Segment Start: SUPPLIED INFORMATION
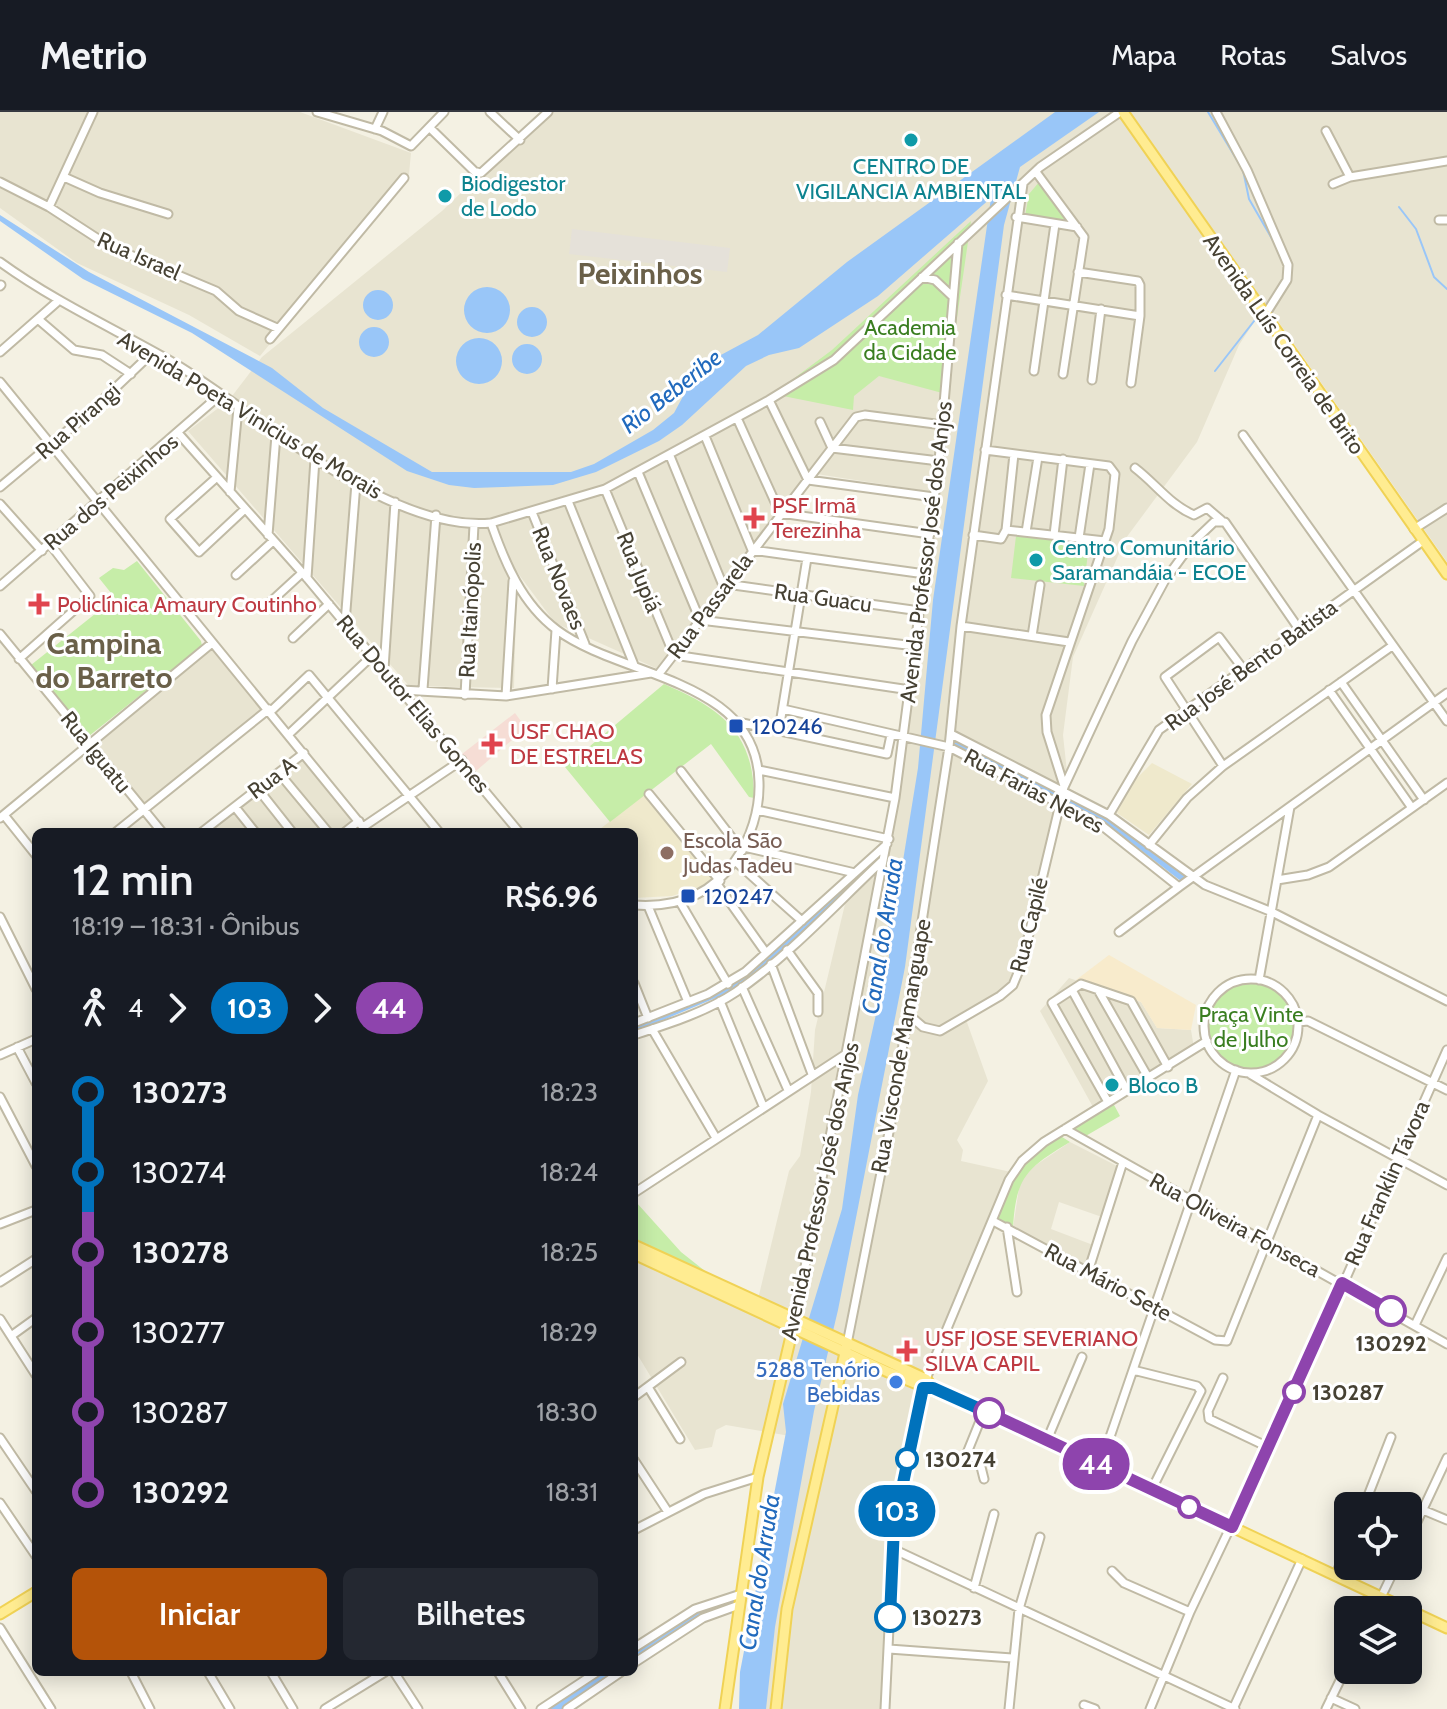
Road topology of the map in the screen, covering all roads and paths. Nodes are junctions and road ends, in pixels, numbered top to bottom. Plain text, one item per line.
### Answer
1 (93, 112) edge
2 (317, 112) edge
3 (383, 112) edge
4 (444, 112) edge
5 (490, 112) edge
6 (548, 112) edge
7 (1121, 112) edge
8 (1216, 112) edge
9 (430, 128) junction
10 (375, 129) junction
11 (1326, 131) dead end
12 (520, 140) junction
13 (1447, 161) edge
14 (1036, 172) junction
15 (64, 177) junction
16 (1350, 177) junction
17 (404, 178) dead end
18 (0, 182) edge
19 (1023, 183) junction
20 (1333, 184) dead end
21 (49, 207) junction
22 (168, 214) dead end
23 (1016, 217) junction
24 (1055, 224) junction
25 (1077, 227) junction
26 (961, 241) junction
27 (0, 262) edge
28 (1078, 272) junction
29 (922, 277) junction
30 (1006, 295) junction
31 (952, 296) junction
32 (1044, 300) junction
33 (57, 302) junction
34 (1073, 304) junction
35 (1101, 309) junction
36 (1265, 315) junction
37 (1140, 316) junction
38 (39, 320) junction
39 (277, 328) junction
40 (270, 339) dead end
41 (0, 352) edge
42 (153, 352) junction
43 (1034, 371) dead end
44 (131, 374) junction
45 (1063, 374) dead end
46 (1092, 380) dead end
47 (0, 382) edge
48 (1131, 383) dead end
49 (220, 395) junction
50 (769, 400) junction
51 (238, 408) junction
52 (737, 418) junction
53 (820, 422) dead end
54 (943, 425) junction
55 (179, 434) junction
56 (276, 435) junction
57 (1243, 435) dead end
58 (705, 436) junction
59 (50, 446) junction
60 (832, 448) junction
61 (985, 450) junction
62 (1014, 454) junction
63 (670, 456) junction
64 (1038, 457) junction
65 (315, 459) junction
66 (1063, 459) junction
67 (939, 461) junction
68 (1090, 464) junction
69 (1135, 468) dead end
70 (638, 472) junction
71 (216, 478) junction
72 (808, 480) junction
73 (356, 483) junction
74 (0, 487) edge
75 (605, 489) junction
76 (230, 492) junction
77 (934, 497) junction
78 (568, 501) junction
79 (395, 502) junction
80 (0, 504) edge
81 (99, 504) junction
82 (1447, 508) edge
83 (245, 509) junction
84 (532, 512) junction
85 (780, 513) junction
86 (436, 515) junction
87 (1223, 521) junction
88 (491, 523) junction
89 (474, 525) junction
90 (1414, 529) junction
91 (1006, 530) junction
92 (1026, 532) junction
93 (930, 534) junction
94 (973, 535) junction
95 (1054, 535) junction
96 (270, 538) junction
97 (1079, 538) junction
98 (1105, 541) junction
99 (1423, 541) junction
100 (50, 544) junction
101 (752, 550) junction
102 (42, 551) junction
103 (807, 558) junction
104 (925, 574) junction
105 (1447, 574) edge
106 (236, 575) dead end
107 (304, 576) junction
108 (513, 581) junction
109 (1040, 585) dead end
110 (0, 586) edge
111 (725, 586) junction
112 (1354, 590) junction
113 (800, 596) junction
114 (329, 604) junction
115 (265, 607) dead end
116 (920, 611) junction
117 (700, 620) junction
118 (345, 623) junction
119 (961, 626) junction
120 (1299, 629) junction
121 (556, 630) junction
122 (796, 633) junction
123 (0, 634) edge
124 (1032, 636) junction
125 (293, 638) dead end
126 (1069, 642) junction
127 (212, 643) junction
128 (585, 644) junction
129 (915, 646) junction
130 (1392, 646) junction
131 (674, 655) junction
132 (372, 656) junction
133 (19, 659) junction
134 (634, 665) junction
135 (384, 669) junction
136 (1244, 670) junction
137 (789, 671) junction
138 (655, 674) junction
139 (1341, 682) junction
140 (423, 689) junction
141 (552, 689) junction
142 (402, 690) junction
143 (910, 690) junction
144 (1329, 690) junction
145 (1447, 693) edge
146 (329, 695) junction
147 (465, 695) junction
148 (506, 696) junction
149 (1434, 702) junction
150 (783, 709) junction
151 (270, 710) junction
152 (1185, 711) junction
153 (1447, 721) edge
154 (738, 722) junction
155 (779, 730) junction
156 (289, 734) junction
157 (951, 734) junction
158 (891, 735) junction
159 (907, 738) junction
160 (1382, 741) junction
161 (89, 744) junction
162 (945, 746) junction
163 (1370, 749) junction
164 (304, 753) junction
165 (462, 760) junction
166 (1223, 766) junction
167 (759, 770) junction
168 (681, 771) dead end
169 (279, 773) junction
170 (1447, 783) edge
171 (258, 789) junction
172 (649, 794) dead end
173 (409, 795) junction
174 (1062, 795) junction
175 (895, 798) junction
176 (1424, 800) junction
177 (235, 807) junction
178 (1290, 807) junction
179 (1412, 808) junction
180 (143, 810) junction
181 (757, 810) junction
182 (1109, 815) junction
183 (2, 817) edge
184 (213, 823) junction
185 (363, 827) edge
186 (121, 828) edge
187 (159, 828) edge
188 (207, 828) edge
189 (217, 828) edge
190 (252, 828) edge
191 (289, 828) edge
192 (325, 828) edge
193 (436, 828) edge
194 (516, 828) edge
195 (888, 842) junction
196 (1149, 845) junction
197 (743, 849) junction
198 (32, 851) edge
199 (885, 859) junction
200 (735, 861) junction
201 (855, 873) junction
202 (1192, 877) junction
203 (1277, 880) junction
204 (718, 882) junction
205 (1179, 887) junction
206 (680, 902) junction
207 (638, 905) edge
208 (648, 906) junction
209 (1272, 912) junction
210 (0, 917) edge
211 (802, 921) junction
212 (1119, 932) dead end
213 (787, 950) junction
214 (766, 953) junction
215 (771, 964) junction
216 (1259, 980) junction
217 (32, 981) edge
218 (728, 984) junction
219 (742, 987) junction
220 (1072, 990) junction
221 (1098, 990) junction
222 (638, 993) edge
223 (720, 1001) junction
224 (1447, 1001) edge
225 (688, 1002) junction
226 (818, 1012) dead end
227 (908, 1014) junction
228 (648, 1018) junction
229 (638, 1022) edge
230 (1298, 1022) junction
231 (652, 1029) junction
232 (638, 1034) edge
233 (32, 1041) edge
234 (1207, 1041) junction
235 (17, 1047) junction
236 (1447, 1050) edge
237 (849, 1052) junction
238 (0, 1055) edge
239 (1168, 1067) junction
240 (1236, 1070) junction
241 (1248, 1073) junction
242 (812, 1074) junction
243 (32, 1075) edge
244 (1149, 1079) junction
245 (1432, 1082) junction
246 (788, 1090) junction
247 (1447, 1090) edge
248 (1127, 1091) junction
249 (0, 1097) edge
250 (1108, 1102) junction
251 (763, 1106) junction
252 (1318, 1115) junction
253 (1065, 1129) junction
254 (716, 1138) junction
255 (32, 1158) edge
256 (1399, 1158) junction
257 (1123, 1162) junction
258 (1447, 1185) edge
259 (638, 1190) edge
260 (1193, 1202) junction
261 (32, 1212) edge
262 (993, 1221) junction
263 (0, 1224) edge
264 (1007, 1227) junction
265 (1264, 1243) junction
266 (638, 1247) edge
267 (638, 1256) edge
268 (1447, 1258) edge
269 (32, 1262) edge
270 (1088, 1272) junction
271 (0, 1282) edge
272 (1342, 1283) junction
273 (1017, 1292) dead end
274 (1154, 1308) junction
275 (0, 1319) edge
276 (32, 1321) edge
277 (797, 1324) junction
278 (1415, 1325) junction
279 (11, 1336) junction
280 (1447, 1344) edge
281 (841, 1345) junction
282 (1082, 1357) dead end
283 (681, 1362) dead end
284 (32, 1369) edge
285 (1133, 1370) junction
286 (1223, 1378) dead end
287 (927, 1385) junction
288 (648, 1387) junction
289 (638, 1394) edge
290 (984, 1411) junction
291 (1391, 1437) dead end
292 (0, 1438) edge
293 (680, 1439) dead end
294 (1047, 1440) junction
295 (1268, 1447) junction
296 (1447, 1458) edge
297 (638, 1466) edge
298 (1100, 1466) junction
299 (1445, 1468) edge
300 (758, 1477) junction
301 (984, 1479) dead end
302 (32, 1485) edge
303 (1151, 1491) junction
304 (1369, 1492) edge
305 (0, 1503) edge
306 (1423, 1510) joint
307 (668, 1512) junction
308 (994, 1514) dead end
309 (1447, 1520) edge
310 (1232, 1527) junction
311 (638, 1528) edge
312 (1040, 1537) dead end
313 (893, 1549) junction
314 (32, 1550) edge
315 (1302, 1559) junction
316 (1112, 1571) dead end
317 (1334, 1574) edge
318 (1347, 1580) edge
319 (1389, 1580) edge
320 (974, 1588) junction
321 (32, 1594) edge
322 (741, 1594) junction
323 (1382, 1596) joint
324 (739, 1605) junction
325 (1019, 1609) junction
326 (1190, 1612) junction
327 (0, 1614) edge
328 (1422, 1616) edge
329 (0, 1628) edge
330 (1447, 1628) edge
331 (638, 1645) edge
332 (889, 1649) junction
333 (1012, 1658) junction
334 (638, 1660) edge
335 (133, 1676) edge
336 (210, 1676) edge
337 (273, 1676) edge
338 (379, 1676) edge
339 (397, 1676) edge
340 (500, 1676) edge
341 (591, 1676) edge
342 (615, 1676) edge
343 (1162, 1676) junction
344 (1338, 1684) edge
345 (1331, 1698) junction
346 (1084, 1705) dead end
347 (51, 1709) edge
348 (150, 1709) edge
349 (230, 1709) edge
350 (293, 1709) edge
351 (325, 1709) edge
352 (418, 1709) edge
353 (521, 1709) edge
354 (541, 1709) edge
355 (567, 1709) edge
356 (725, 1709) edge
357 (776, 1709) edge
358 (885, 1709) edge
359 (1009, 1709) edge
360 (1095, 1709) edge
361 (1150, 1709) edge
362 (1234, 1709) edge
363 (1326, 1709) edge
364 (1355, 1709) edge

1 - 15 street
2 - 10 street
3 - 10 street
4 - 9 street
5 - 12 street
6 - 12 street
7 - 14 street
7 - 36 main road, Avenida Luís Correia de Brito
8 - 36 street
9 - 10 street
9 - 12 street
11 - 16 street
13 - 16 street
14 - 19 street
14 - 25 street
15 - 21 street
15 - 22 street
16 - 20 street
17 - 39 street
18 - 21 street, Rua Israel
19 - 23 street, Avenida Professor José dos Anjos
19 - 26 street, Avenida Poeta Vinicius de Morais
21 - 39 street, Rua Israel
23 - 24 street
23 - 30 street, Avenida Professor José dos Anjos
24 - 25 street
24 - 32 street
25 - 28 street
26 - 29 street, Avenida Poeta Vinicius de Morais
26 - 31 street, Avenida Professor José dos Anjos
27 - 33 street, Avenida Poeta Vinicius de Morais
28 - 34 street
28 - 37 street
29 - 31 street
29 - 50 street, Avenida Poeta Vinicius de Morais
30 - 32 street
30 - 61 street, Avenida Professor José dos Anjos
31 - 54 street, Avenida Professor José dos Anjos
32 - 34 street
32 - 43 street
33 - 38 street
33 - 42 street, Avenida Poeta Vinicius de Morais
34 - 35 street
34 - 45 street
35 - 37 street
35 - 46 street
36 - 90 main road, Avenida Luís Correia de Brito
37 - 48 street
38 - 41 street
38 - 44 street
39 - 40 street
42 - 44 street, Rua Pirangi
42 - 49 street, Avenida Poeta Vinicius de Morais
44 - 59 street, Rua Pirangi
47 - 59 street
49 - 51 street, Avenida Poeta Vinicius de Morais
49 - 55 street, Rua dos Peixinhos
50 - 52 street, Avenida Poeta Vinicius de Morais
50 - 72 street
51 - 56 street, Avenida Poeta Vinicius de Morais
51 - 76 street
52 - 58 street, Avenida Poeta Vinicius de Morais
52 - 85 street
53 - 60 street
54 - 60 street, Rua Passarela
54 - 67 street, Avenida Professor José dos Anjos
55 - 71 street, Rua Doutor Elias Gomes
55 - 81 street, Rua dos Peixinhos
56 - 65 street, Avenida Poeta Vinicius de Morais
56 - 96 street
57 - 112 street
58 - 63 street, Avenida Poeta Vinicius de Morais
58 - 101 street
59 - 74 street, Rua Pirangi
59 - 81 street
60 - 67 street
60 - 72 street, Rua Passarela
61 - 62 street
61 - 94 street, Avenida Professor José dos Anjos
62 - 64 street
62 - 91 street
63 - 70 street, Avenida Poeta Vinicius de Morais
63 - 111 street
64 - 66 street
64 - 92 street
65 - 73 street, Avenida Poeta Vinicius de Morais
65 - 107 street
66 - 68 street
66 - 95 street
67 - 77 street, Avenida Professor José dos Anjos
68 - 97 street
68 - 98 street
69 - 87 street
70 - 75 street, Avenida Poeta Vinicius de Morais
70 - 117 street
71 - 76 street, Rua Doutor Elias Gomes
71 - 83 street
72 - 77 street
72 - 85 street, Rua Passarela
73 - 79 street, Avenida Poeta Vinicius de Morais
73 - 118 street
75 - 78 street, Avenida Poeta Vinicius de Morais
75 - 131 street, Rua Jupiá
76 - 83 street, Rua Doutor Elias Gomes
77 - 93 street, Avenida Professor José dos Anjos
78 - 84 street, Avenida Poeta Vinicius de Morais
78 - 134 street
79 - 86 street, Avenida Poeta Vinicius de Morais
79 - 135 street
80 - 102 street
81 - 100 street, Rua dos Peixinhos
81 - 127 street
82 - 90 street
83 - 96 street, Rua Doutor Elias Gomes
84 - 88 street, Avenida Poeta Vinicius de Morais
84 - 128 street, Rua Novaes
85 - 93 street
85 - 101 street, Rua Passarela
86 - 89 street, Avenida Poeta Vinicius de Morais
86 - 140 street
87 - 120 street
87 - 174 street
88 - 89 street, Avenida Poeta Vinicius de Morais
88 - 108 street
89 - 147 street, Rua Itainópolis
90 - 99 main road, Avenida Luís Correia de Brito
91 - 92 street
91 - 94 street
92 - 95 street
93 - 104 street, Avenida Professor José dos Anjos
94 - 119 street, Avenida Professor José dos Anjos
95 - 97 street
96 - 106 street
96 - 107 street, Rua Doutor Elias Gomes
97 - 98 street
98 - 126 street
99 - 105 main road, Avenida Luís Correia de Brito
99 - 112 street, Rua José Bento Batista
100 - 102 street, Rua dos Peixinhos
100 - 133 street
101 - 103 street
101 - 111 street, Rua Passarela
102 - 110 street, Rua dos Peixinhos
103 - 104 street
103 - 113 street
104 - 116 street, Avenida Professor José dos Anjos
107 - 114 street, Rua Doutor Elias Gomes
107 - 115 street
108 - 121 street
108 - 148 street
109 - 124 street
111 - 113 street, Rua Guacu
111 - 117 street, Rua Passarela
112 - 120 street, Rua José Bento Batista
112 - 130 street
113 - 116 street, Rua Guacu
113 - 122 street
114 - 118 street, Rua Doutor Elias Gomes
114 - 125 street
116 - 129 street, Avenida Professor José dos Anjos
117 - 122 street
117 - 131 street, Rua Passarela
118 - 132 street, Rua Doutor Elias Gomes
119 - 124 street
119 - 157 street, Avenida Professor José dos Anjos
120 - 136 street, Rua José Bento Batista
121 - 128 street
121 - 141 street
122 - 129 street
122 - 137 street
123 - 133 street, Rua Iguatu
124 - 126 street
126 - 174 street
127 - 151 street
127 - 161 street
128 - 134 street
129 - 143 street, Avenida Professor José dos Anjos
130 - 139 street
130 - 149 street
131 - 137 street
131 - 138 street, Rua Passarela
132 - 135 street, Rua Doutor Elias Gomes
132 - 146 street
133 - 161 street, Rua Iguatu
134 - 138 street
135 - 142 street, Rua Doutor Elias Gomes
136 - 152 street, Rua José Bento Batista
136 - 152 street
137 - 143 street
137 - 150 street
138 - 141 street
138 - 154 street
139 - 144 street
139 - 160 street
140 - 142 street
140 - 147 street
141 - 148 street
142 - 165 street, Rua Doutor Elias Gomes
143 - 159 street, Avenida Professor José dos Anjos
144 - 163 street
144 - 166 street
145 - 149 street
146 - 151 street
146 - 156 street
146 - 173 street
147 - 148 street
149 - 153 street
149 - 160 street
150 - 155 street
150 - 158 street, Rua Farias Neves
151 - 156 street
151 - 180 street
152 - 166 street
152 - 182 street, Rua José Bento Batista
154 - 155 street
154 - 167 street
155 - 158 street
156 - 164 street
157 - 162 street, Avenida Professor José dos Anjos
157 - 174 street, Rua Farias Neves
158 - 159 street, Rua Farias Neves
159 - 162 street, Rua Farias Neves
159 - 175 street, Avenida Professor José dos Anjos
160 - 163 street
160 - 176 street
161 - 180 street, Rua Iguatu
161 - 183 street
162 - 174 street, Rua Farias Neves
162 - 227 street, Rua Visconde Mamanguape
163 - 178 street
163 - 179 street
164 - 169 street, Rua A
164 - 185 street
165 - 173 street
165 - 194 street, Rua Doutor Elias Gomes
166 - 196 street
167 - 175 street
167 - 181 street
168 - 197 street
169 - 171 street, Rua A
169 - 192 street
170 - 176 street
171 - 177 street, Rua A
171 - 191 street
172 - 204 street
173 - 185 street
173 - 193 street
174 - 182 street, Rua Farias Neves
174 - 205 street, Rua Farias Neves
174 - 227 street, Rua Capilé
175 - 195 street, Avenida Professor José dos Anjos
176 - 179 street
177 - 184 street, Rua A
177 - 190 street
178 - 202 street
178 - 203 street
179 - 203 street
180 - 186 street
180 - 187 street, Rua Iguatu
181 - 195 street
181 - 197 street
182 - 196 street, Rua Farias Neves
183 - 198 street
184 - 188 street, Rua A
184 - 189 street
195 - 199 street, Avenida Professor José dos Anjos
195 - 201 street
196 - 202 street, Rua Farias Neves
197 - 200 street
197 - 201 street
199 - 213 street
199 - 237 street, Avenida Professor José dos Anjos
200 - 204 street
200 - 211 street
201 - 211 street
202 - 205 street
202 - 209 street, Rua Farias Neves
203 - 209 street
204 - 206 street
204 - 214 street
205 - 212 street
206 - 208 street
206 - 218 street
207 - 208 street
208 - 225 street
209 - 216 street
209 - 224 street, Rua Farias Neves
210 - 217 street
211 - 214 street
213 - 215 street
213 - 226 street
214 - 218 street
215 - 219 street
215 - 242 street
216 - 230 street
216 - 234 street
218 - 225 street
219 - 223 street
219 - 246 street
220 - 221 street
220 - 248 street
220 - 250 street
221 - 239 street
221 - 244 street
222 - 228 street
223 - 231 street
223 - 251 street
225 - 228 street
227 - 281 street, Rua Visconde Mamanguape
228 - 229 street
230 - 241 street
230 - 245 street
231 - 232 street
231 - 254 street
233 - 235 street
234 - 239 street
234 - 240 street
235 - 238 street
235 - 243 street
236 - 245 street, Rua Franklin Távora
237 - 242 street
237 - 277 street, Avenida Professor José dos Anjos
239 - 244 street
240 - 241 street
240 - 260 street
241 - 252 street
242 - 246 street
244 - 248 street
245 - 247 street
245 - 256 street, Rua Franklin Távora
246 - 251 street
248 - 250 street
249 - 255 street
250 - 253 street
251 - 254 street
252 - 256 street
252 - 265 street
253 - 257 street, Rua Oliveira Fonseca
253 - 262 street
254 - 259 street
256 - 258 street
256 - 272 street, Rua Franklin Távora
257 - 260 street, Rua Oliveira Fonseca
257 - 270 street
260 - 265 street, Rua Oliveira Fonseca
260 - 274 street
261 - 263 street
262 - 264 street, Rua Mário Sete
262 - 287 street
264 - 270 street, Rua Mário Sete
264 - 273 street
265 - 272 street, Rua Oliveira Fonseca
265 - 274 street, Rua Mário Sete
266 - 277 main road
267 - 277 main road
268 - 278 street
269 - 271 street
270 - 274 street, Rua Mário Sete
272 - 278 street, Rua Oliveira Fonseca
272 - 295 street, Rua Franklin Távora
274 - 285 street
275 - 279 street
276 - 279 street
277 - 281 main road
277 - 300 main road, Avenida Professor José dos Anjos
278 - 280 street, Rua Oliveira Fonseca
279 - 284 street
281 - 287 main road
281 - 357 main road
282 - 294 street
283 - 288 street
285 - 298 street
285 - 303 street
286 - 295 street
287 - 290 main road
287 - 313 street
288 - 289 street
288 - 293 street
290 - 294 main road
290 - 301 street
291 - 304 street
292 - 302 street
294 - 298 main road
295 - 310 street, Rua Franklin Távora
296 - 299 street
297 - 307 street
298 - 303 main road
299 - 306 street
300 - 307 street
300 - 322 main road, Avenida Professor José dos Anjos
303 - 310 main road
305 - 314 street
306 - 309 street
307 - 311 street
308 - 320 street
310 - 315 main road
310 - 326 street, Rua Franklin Távora
312 - 325 street
313 - 320 street
313 - 332 street
315 - 317 main road
315 - 362 street
316 - 326 street
318 - 323 main road
319 - 323 street
320 - 325 street
321 - 327 main road
322 - 324 main road, Avenida Professor José dos Anjos
322 - 331 street
324 - 334 street
324 - 356 main road, Avenida Professor José dos Anjos
325 - 333 street
325 - 343 street
326 - 343 street, Rua Franklin Távora
328 - 330 main road
329 - 347 street
332 - 333 street
332 - 358 street
333 - 359 street
335 - 348 street
336 - 349 street
337 - 350 street
338 - 351 street
339 - 352 street
340 - 353 street
341 - 354 street
342 - 355 street
343 - 361 street, Rua Franklin Távora
343 - 362 street
344 - 345 street
345 - 363 street
345 - 364 street
346 - 360 street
Segment End: SUPPLIED INFORMATION
_TASK ITEM_:
For each line of the data that includes the word "Pirangi", return a copy of it.

_ANSWER SPACE_:
42 - 44 street, Rua Pirangi
44 - 59 street, Rua Pirangi
59 - 74 street, Rua Pirangi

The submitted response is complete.